In Punta Chame treffe ich Mitarbeitende der Fundación Tortuguías, die genau das tun. Sie erklären, wie freiwillige Helfer die frisch gelegten Eier ausgraben, um sie vor Wilderern und Umweltgefahren zu schützen. Anschliessend werden sie in eigens vorbereiteten, umzäunten Sandnestern wieder vergraben. Täglich werden Feuchtigkeit und Sandtemperatur kontrolliert und angepasst – nicht aus Spielerei, sondern mit einem klaren Ziel: Nach rund zwei Monaten sollen möglichst mehr weibliche als männliche Tiere schlüpfen, um die Population langfristig zu stabilisieren.
Finanziert wird diese aufwendige Arbeit fast ausschliesslich durch Spenden von Besucherinnen und Besuchern. Menschen wie ich, die dieses Erlebnis nicht als touristische Attraktion, sondern als Privileg empfinden. Als Erinnerung daran, wie verletzlich und zugleich widerstandsfähig das Leben ist.
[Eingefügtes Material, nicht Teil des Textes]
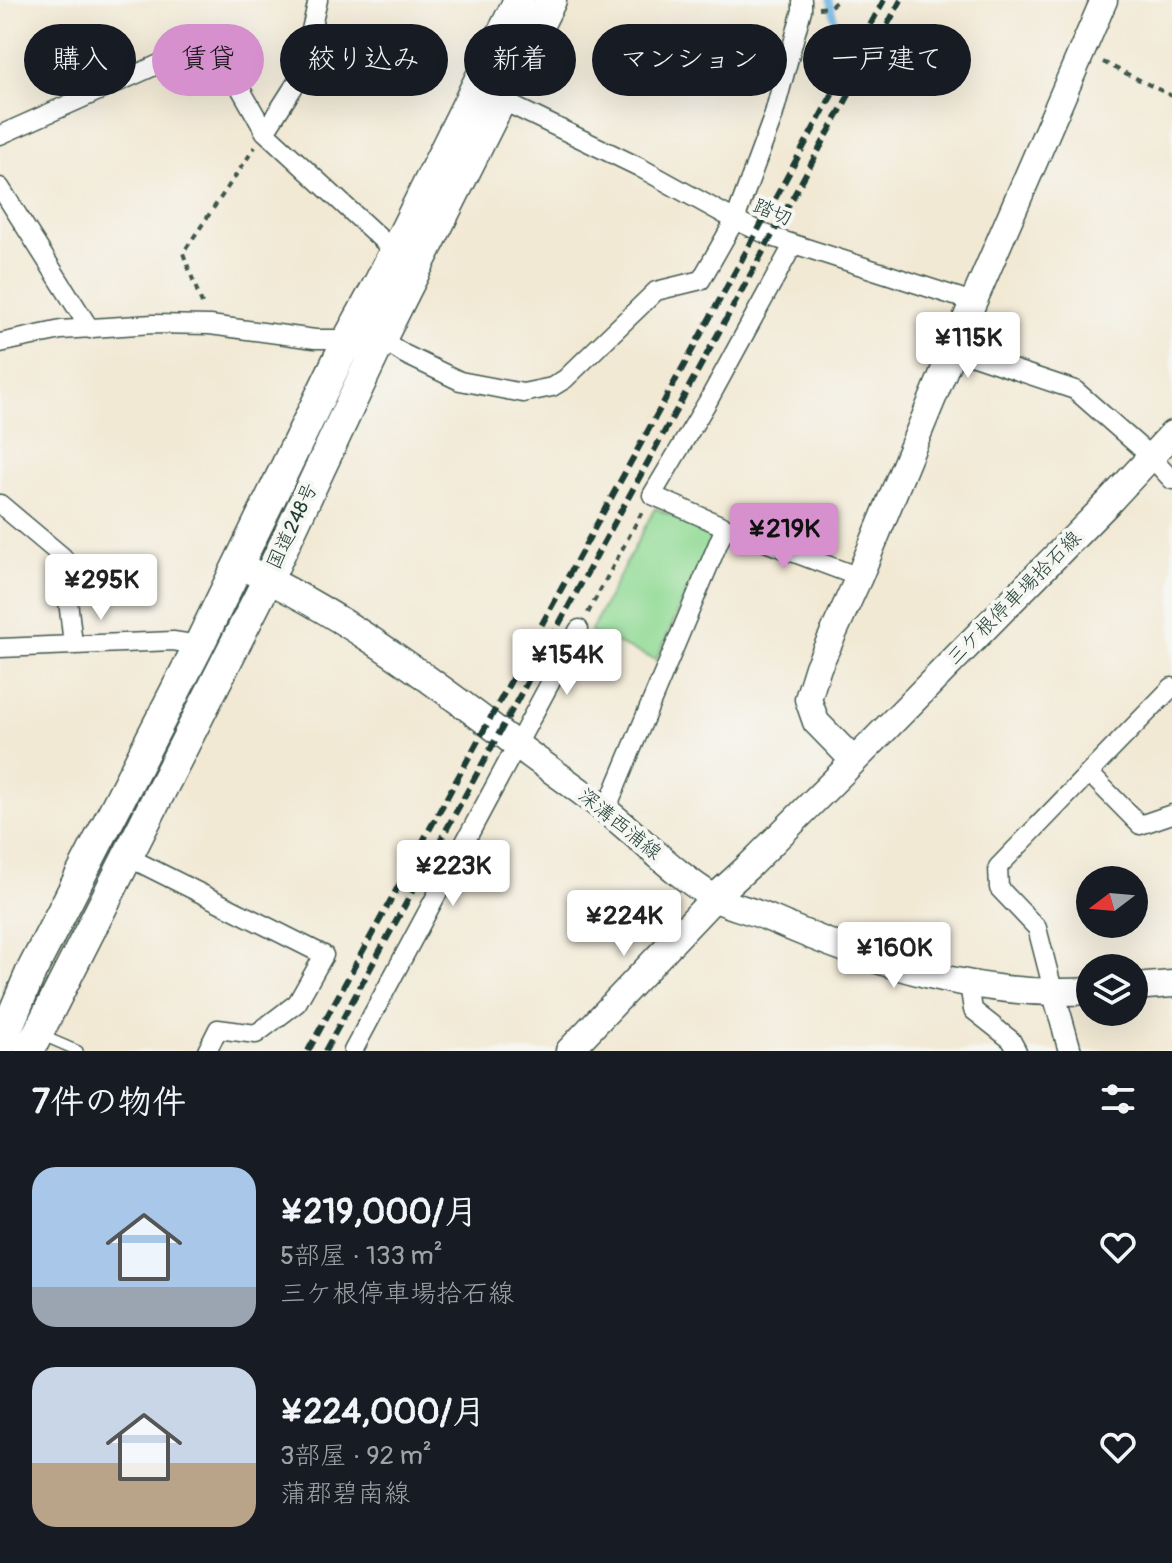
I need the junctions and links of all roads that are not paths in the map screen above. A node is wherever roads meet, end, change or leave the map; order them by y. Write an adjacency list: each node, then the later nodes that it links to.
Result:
1 (318, 0): 7 (street)
2 (519, 0): 12 (highway, 国道248号)
3 (551, 0): 6 (highway, 国道248号)
4 (802, 0): 10 (street)
5 (1104, 0): 13 (main road)
6 (501, 100): 10 (street, 踏切); 15 (highway, 国道248号)
7 (265, 132): 8 (street); 12 (street)
8 (0, 135)
9 (0, 187): 14 (street)
10 (735, 220): 11 (street, 踏切); 15 (street)
11 (793, 245): 13 (street, 踏切); 23 (street)
12 (394, 251): 16 (highway, 国道248号)
13 (973, 302): 18 (main road)
14 (90, 329): 16 (street); 17 (street)
15 (381, 339): 16 (street); 26 (highway, 国道248号)
16 (347, 341): 24 (highway, 国道248号)
17 (0, 343)
18 (953, 349): 20 (street); 25 (main road)
19 (1172, 434): 20 (main road, 三ケ根停車場拾石線)
20 (1150, 456): 21 (street); 33 (main road, 三ケ根停車場拾石線)
21 (1172, 480)
22 (0, 504): 28 (street)
23 (725, 527): 25 (street); 35 (street)
24 (238, 565): 26 (main road, 深溝西浦線); 29 (highway, 国道248号)
25 (859, 577): 33 (main road)
26 (268, 579): 32 (main road, 深溝西浦線); 37 (highway, 国道248号)
27 (579, 629): 32 (street)
28 (73, 644): 29 (street); 30 (street)
29 (199, 645): 44 (highway, 国道248号)
30 (0, 648)
31 (1172, 687): 34 (street)
32 (517, 745): 35 (main road, 深溝西浦線); 47 (street)
33 (854, 761): 38 (main road, 三ケ根停車場拾石線)
34 (1090, 774): 36 (street); 43 (street)
35 (606, 810): 38 (main road, 深溝西浦線)
36 (1172, 814)
37 (126, 856): 44 (highway, 国道248号); 46 (street)
38 (714, 898): 39 (main road, 深溝西浦線); 48 (main road, 三ケ根停車場拾石線)
39 (969, 984): 43 (main road, 深溝西浦線); 49 (street)
40 (1172, 984): 41 (main road)
41 (1148, 986)
42 (1076, 992): 43 (main road, 深溝西浦線)
43 (1054, 994): 50 (street)
44 (22, 1035): 45 (lane)
45 (78, 1051)
46 (207, 1051)
47 (353, 1051)
48 (569, 1051)
49 (1017, 1051)
50 (1070, 1051)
Als die Sonne höher steigt und der Strand wieder leer wird, bleibt ein Wunsch zurück: Gute Reise, ihr kleinen Meeresschildkröten. Möge euch das Meer wohlgesonnen sein. Und mögt ihr in fünfzehn Jahren hierher zurückkehren – an diesen Strand, an dem alles begann. Ich hoffe, ich werde dann wieder hier stehen, barfuss im Sand, bereit, euch erneut willkommen zu heissen.








In 15 Jahren wieder dort zu stehen… und die kleinen-/grossen Willkommen zu heissen 😃☀️ so ein schöner Gedanke.